For most sites using [RFC 1918] addresses, the changes here will have
little or no detrimental effect. If the site does not already have
the reverse tree populated the only effect will be that the name
error responses will be generated locally rather than remotely.
For sites that do have the reverse tree populated, most will either
have a local copy of the zones or will be forwarding the queries to
servers which have local copies of the zone. Therefore this
recommendation will not be relevant.
The most significant impact will be felt at sites that make use of
delegations for [RFC 1918] addresses and have populated these zones.
These sites will need to override the default configuration expressed
in this document to allow resolution to continue. Typically, such
sites will be fully disconnected from the Internet and have their own
root servers for their own non-Internet DNS tree.
3. Changes to Iterative Resolver Behaviour.
Unless configured otherwise, an iterative resolver will now return
authoritatively (aa=1) name errors (RCODE=3) for queries within the
zones in Section 4, with the obvious exception of queries for the
zone name itself where SOA, NS and "no data" responses will be
returned as appropriate to the query type. One common way to do this
is to serve empty (SOA and NS only) zones.

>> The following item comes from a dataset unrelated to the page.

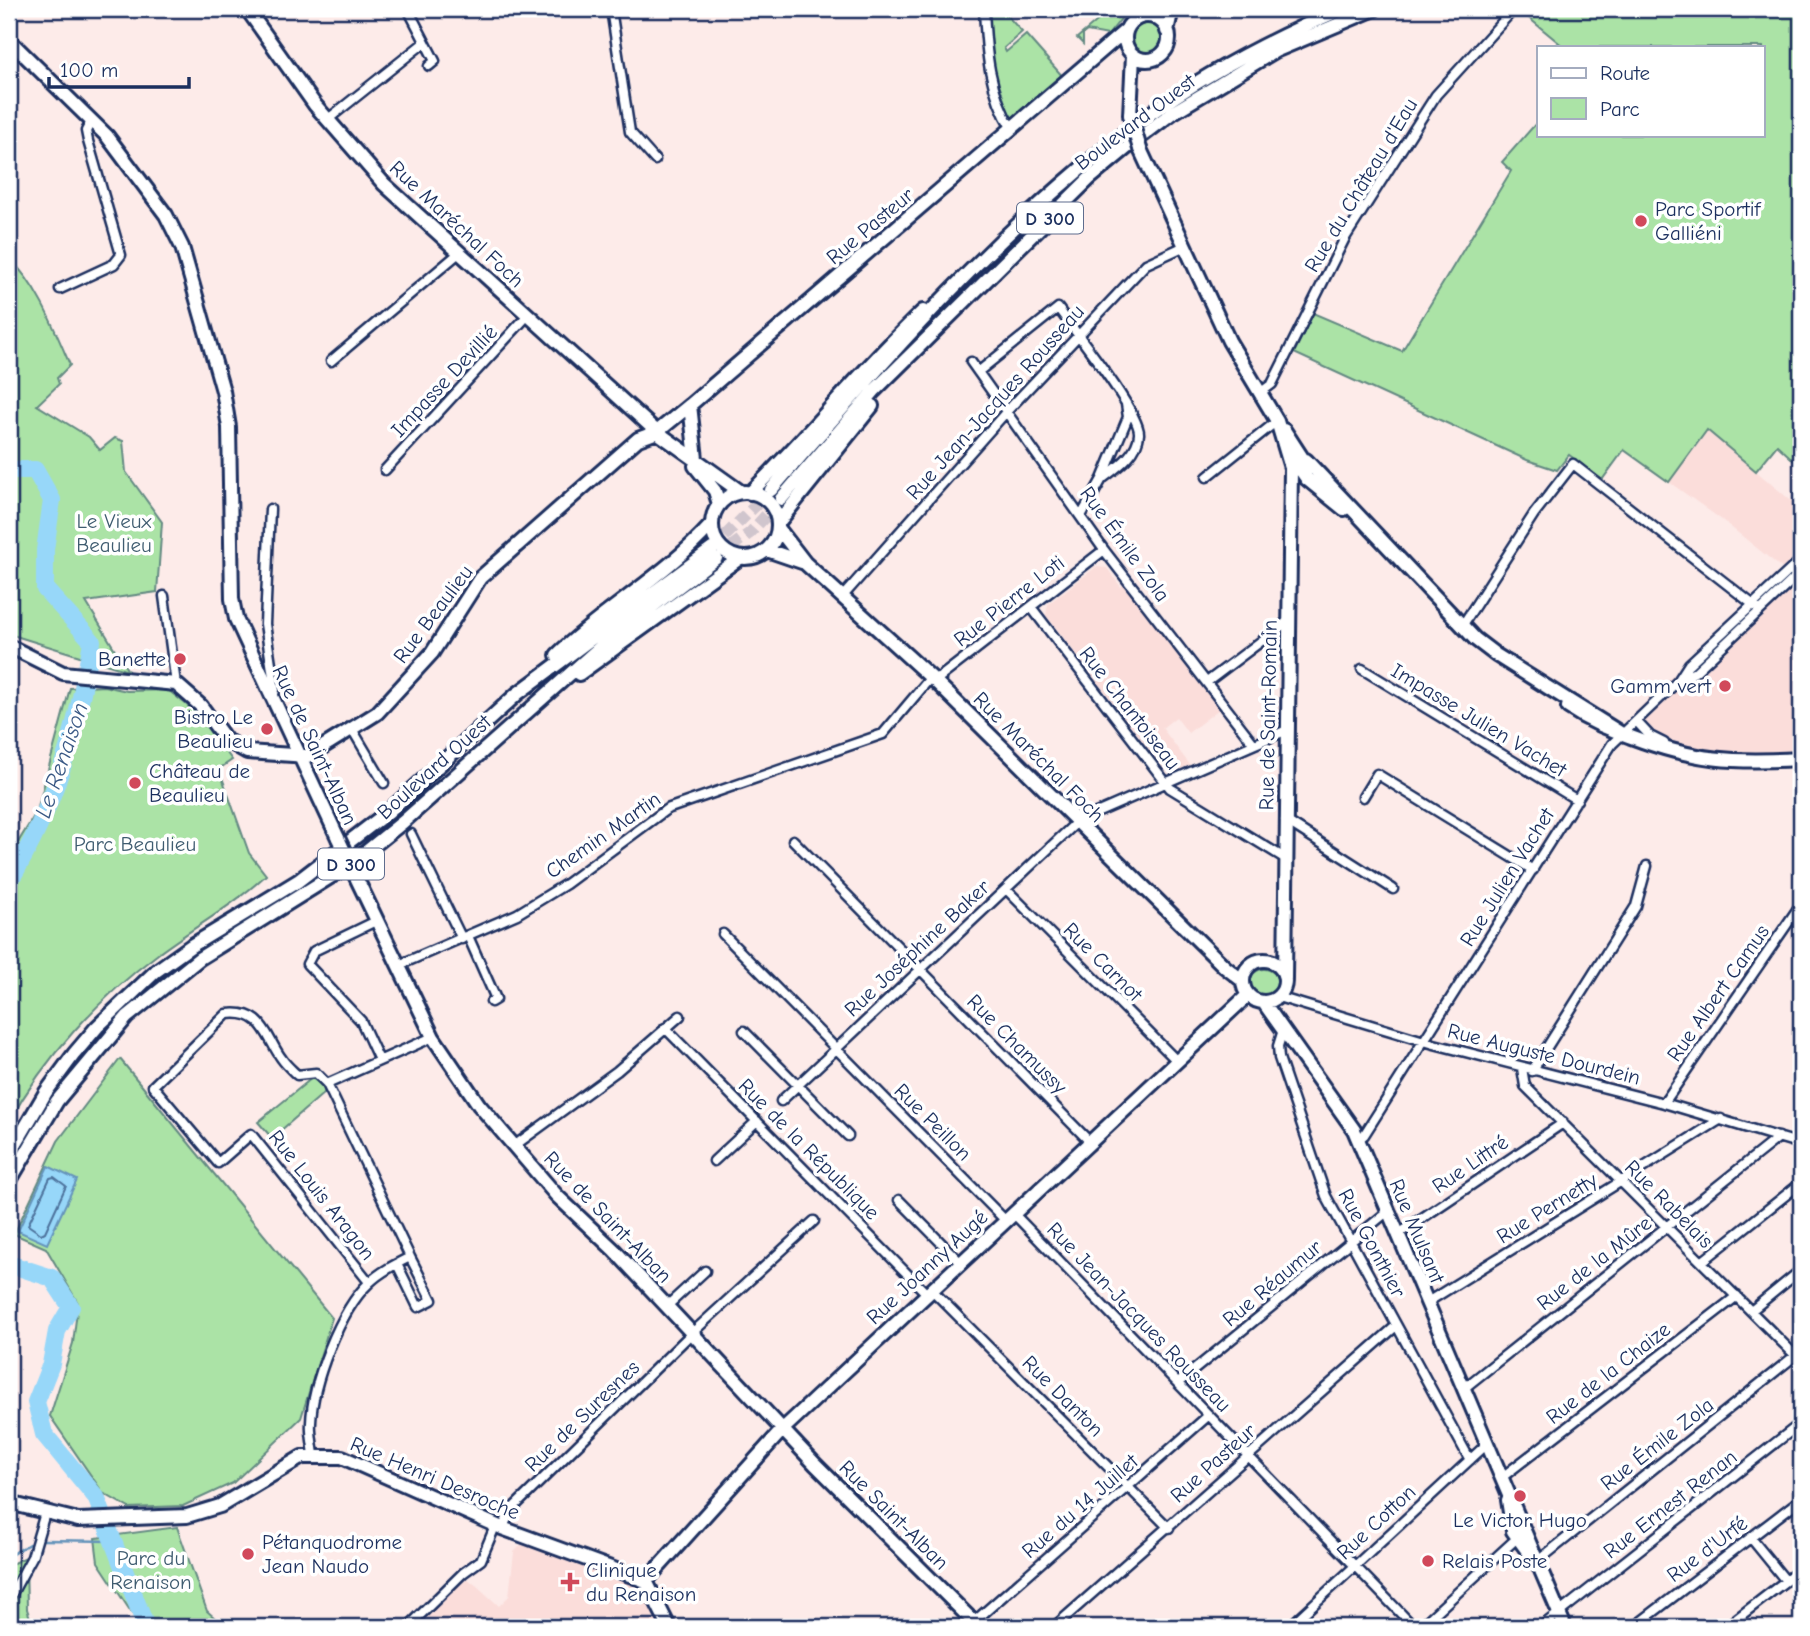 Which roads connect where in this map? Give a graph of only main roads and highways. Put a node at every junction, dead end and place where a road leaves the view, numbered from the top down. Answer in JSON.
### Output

An implementation of this recommendation MUST provide a mechanism to
disable this new behaviour, and SHOULD allow this decision on a zone
by zone basis.
If using empty zones one SHOULD NOT use the same NS and SOA records
as used on the public Internet servers as that will make it harder to
detect the origin of the responses and thus any leakage to the public
Internet servers. This document recommends that the NS record
defaults to the name of the zone and the SOA MNAME defaults to the
name of the only NS RR's target. The SOA RNAME should default to
"nobody.invalid." [RFC 2606]. Implementations SHOULD provide a
mechanism to set these values. No address records need to be
provided for the name server.
Below is an example of a generic empty zone in master file format.
It will produce a negative cache TTL of 3 hours.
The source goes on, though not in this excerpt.